Human gait analysis provides valuable information regarding the way of walking of a given subject. Low-cost RGB-D cameras, such as the Microsoft Kinect, are able to estimate the 3-D position of several body joints without requiring the use of markers. This 3-D information can be used to perform objective gait analysis in an affordable, portable, and non-intrusive way. In this contribution, we present a system for fully automatic gait analysis using a single RGB-D camera, namely the second version of the Kinect. Our system does not require any manual intervention (except for starting/stopping the data acquisition), since it firstly recognizes whether the subject is walking or not, and identifies the different gait cycles only when walking is detected. For each gait cycle, it then computes several gait parameters, which can provide useful information in various contexts, such as sports, healthcare, and biometric identification. The activity recognition is performed by a predictive model that distinguishes between three activities (walking, standing and marching), and between two postures of the subject (facing the sensor, and facing away from it). The model was built using a multilayer perceptron algorithm and several measures extracted from 3-D joint data, achieving an overall accuracy and F1 score of 98%. For gait cycle detection, we implemented an algorithm that estimates the instants corresponding to left and right heel strikes, relying on the distance between ankles, and the velocity of left and right ankles. The algorithm achieved errors for heel strike instant and stride duration estimation of 15 ± 25 ms and 1 ± 29 ms (walking towards the sensor), and 12 ± 23 ms and 2 ± 24 ms (walking away from the sensor).
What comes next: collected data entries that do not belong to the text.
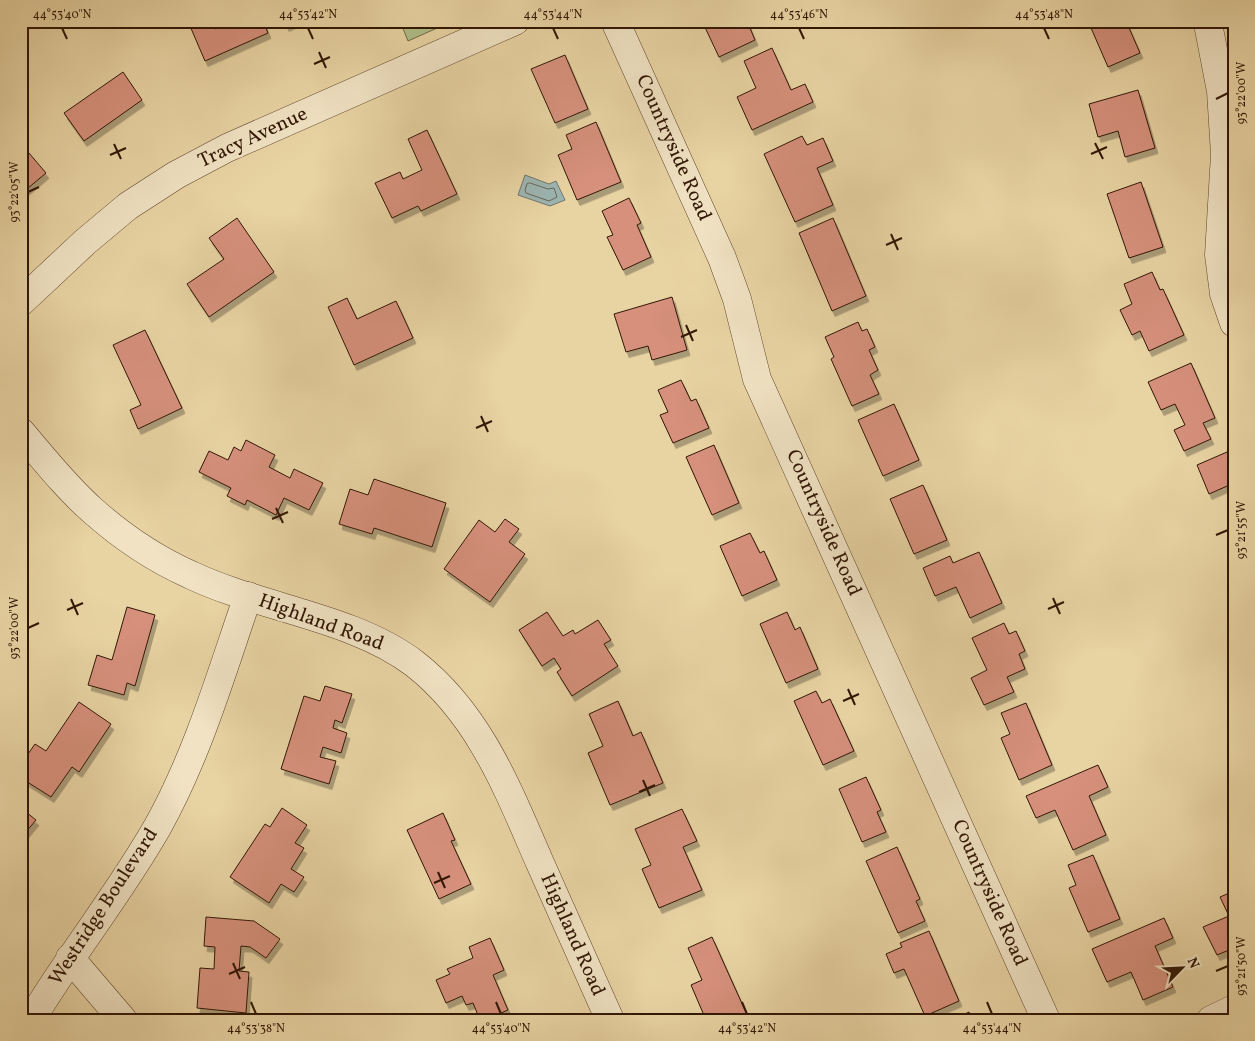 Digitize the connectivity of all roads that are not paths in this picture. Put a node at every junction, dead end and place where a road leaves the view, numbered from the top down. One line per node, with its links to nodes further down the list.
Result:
1 (515, 21): 6 (street, Tracy Avenue)
2 (615, 21): 15 (street, Countryside Road)
3 (1207, 25): 4 (street); 5 (street)
4 (1234, 64)
5 (1229, 167): 7 (street)
6 (21, 302)
7 (1234, 323)
8 (21, 432): 9 (street, Highland Road)
9 (248, 596): 10 (street, Westridge Boulevard); 14 (street, Highland Road)
10 (70, 958): 12 (street, Westridge Boulevard); 13 (street)
11 (1234, 1009): 16 (street)
12 (31, 1020)
13 (123, 1020)
14 (610, 1020)
15 (1046, 1020)
16 (1210, 1020) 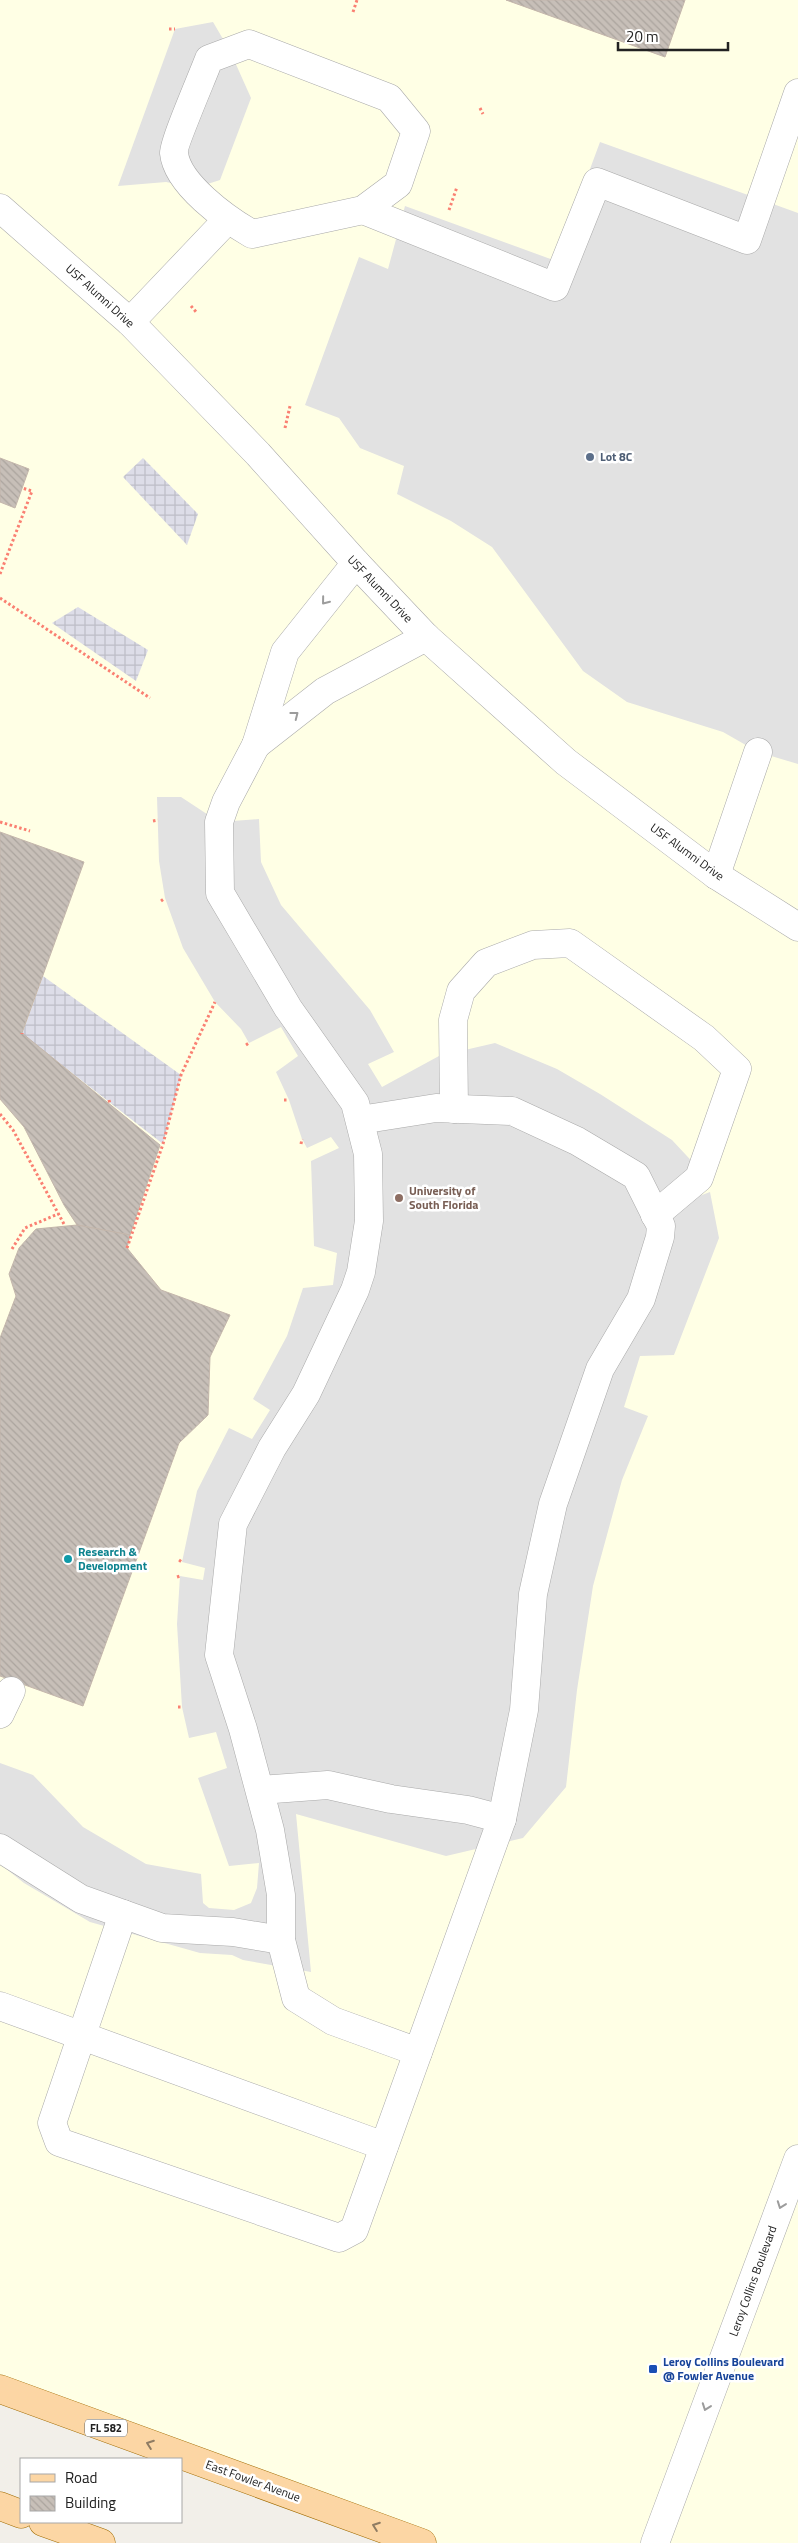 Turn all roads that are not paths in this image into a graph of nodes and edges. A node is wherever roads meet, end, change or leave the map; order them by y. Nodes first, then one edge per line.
1 (798, 93) edge
2 (0, 208) edge
3 (364, 210) junction
4 (227, 220) junction
5 (130, 322) junction
6 (356, 563) junction
7 (426, 636) junction
8 (256, 745) junction
9 (758, 752) dead end
10 (716, 875) junction
11 (798, 927) edge
12 (454, 1109) junction
13 (360, 1120) junction
14 (655, 1215) junction
15 (260, 1790) junction
16 (502, 1819) junction
17 (3, 1860) edge
18 (123, 1914) junction
19 (281, 1940) junction
20 (0, 2006) edge
21 (81, 2036) junction
22 (418, 2052) junction
23 (384, 2146) junction
24 (798, 2159) edge
25 (0, 2389) edge
26 (0, 2506) edge
27 (20, 2514) edge
28 (46, 2523) edge
29 (100, 2543) edge
30 (422, 2543) edge
31 (655, 2543) edge

1 - 3 street
2 - 5 street, USF Alumni Drive
3 - 4 street
3 - 4 street
4 - 5 street
5 - 6 street, USF Alumni Drive
6 - 7 street, USF Alumni Drive
6 -> 8 street
8 -> 7 street
7 - 10 street, USF Alumni Drive
8 - 13 street
9 - 10 street
10 - 11 street, USF Alumni Drive
12 - 13 street
12 - 14 street
12 - 14 street
13 - 15 street
14 - 16 street
15 - 16 street
15 - 19 street
16 - 22 street
17 - 18 street
18 - 19 street
18 - 21 street
19 - 22 street
20 - 21 street
21 - 23 street
21 - 23 street
22 - 23 street
24 -> 31 street, Leroy Collins Boulevard
30 -> 25 main road, East Fowler Avenue / FL 582
26 - 27 main road
28 - 29 main road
Our gait cycle detection solution can be used with any other RGB-D camera that provides the 3-D position of the main body joints.

Suggested Citation

  • Ana Patrícia Rocha & Hugo Miguel Pereira Choupina & Maria do Carmo Vilas-Boas & José Maria Fernandes & João Paulo Silva Cunha, 2018. "System for automatic gait analysis based on a single RGB-D camera," PLOS ONE, Public Library of Science, vol. 13(8), pages 1-24, August.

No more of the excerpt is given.